# Exercise
Each record, in full, must be restated word for word.

# Stored dataset items
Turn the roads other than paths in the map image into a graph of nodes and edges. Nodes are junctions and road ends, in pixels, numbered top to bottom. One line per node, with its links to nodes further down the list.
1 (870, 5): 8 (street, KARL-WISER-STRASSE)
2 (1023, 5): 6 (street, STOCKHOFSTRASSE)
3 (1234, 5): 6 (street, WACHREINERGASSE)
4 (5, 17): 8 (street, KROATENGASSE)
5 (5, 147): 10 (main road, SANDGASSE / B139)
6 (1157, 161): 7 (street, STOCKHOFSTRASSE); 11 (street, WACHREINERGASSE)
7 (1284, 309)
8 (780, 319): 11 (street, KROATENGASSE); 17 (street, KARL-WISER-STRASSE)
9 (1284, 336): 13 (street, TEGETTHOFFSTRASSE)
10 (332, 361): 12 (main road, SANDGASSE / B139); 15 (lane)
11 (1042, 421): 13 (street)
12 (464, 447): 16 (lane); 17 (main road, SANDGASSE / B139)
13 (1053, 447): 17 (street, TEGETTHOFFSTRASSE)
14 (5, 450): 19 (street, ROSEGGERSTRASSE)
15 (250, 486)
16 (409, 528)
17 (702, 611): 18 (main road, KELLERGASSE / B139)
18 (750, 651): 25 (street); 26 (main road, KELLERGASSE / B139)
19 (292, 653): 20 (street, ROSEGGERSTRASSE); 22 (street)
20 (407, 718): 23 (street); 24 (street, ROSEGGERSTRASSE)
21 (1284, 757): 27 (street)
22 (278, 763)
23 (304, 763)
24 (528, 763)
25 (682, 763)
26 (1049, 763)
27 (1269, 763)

# Output of the task
Turn the roads other than paths in the map image into a graph of nodes and edges. Nodes are junctions and road ends, in pixels, numbered top to bottom. One line per node, with its links to nodes further down the list.
1 (870, 5): 8 (street, KARL-WISER-STRASSE)
2 (1023, 5): 6 (street, STOCKHOFSTRASSE)
3 (1234, 5): 6 (street, WACHREINERGASSE)
4 (5, 17): 8 (street, KROATENGASSE)
5 (5, 147): 10 (main road, SANDGASSE / B139)
6 (1157, 161): 7 (street, STOCKHOFSTRASSE); 11 (street, WACHREINERGASSE)
7 (1284, 309)
8 (780, 319): 11 (street, KROATENGASSE); 17 (street, KARL-WISER-STRASSE)
9 (1284, 336): 13 (street, TEGETTHOFFSTRASSE)
10 (332, 361): 12 (main road, SANDGASSE / B139); 15 (lane)
11 (1042, 421): 13 (street)
12 (464, 447): 16 (lane); 17 (main road, SANDGASSE / B139)
13 (1053, 447): 17 (street, TEGETTHOFFSTRASSE)
14 (5, 450): 19 (street, ROSEGGERSTRASSE)
15 (250, 486)
16 (409, 528)
17 (702, 611): 18 (main road, KELLERGASSE / B139)
18 (750, 651): 25 (street); 26 (main road, KELLERGASSE / B139)
19 (292, 653): 20 (street, ROSEGGERSTRASSE); 22 (street)
20 (407, 718): 23 (street); 24 (street, ROSEGGERSTRASSE)
21 (1284, 757): 27 (street)
22 (278, 763)
23 (304, 763)
24 (528, 763)
25 (682, 763)
26 (1049, 763)
27 (1269, 763)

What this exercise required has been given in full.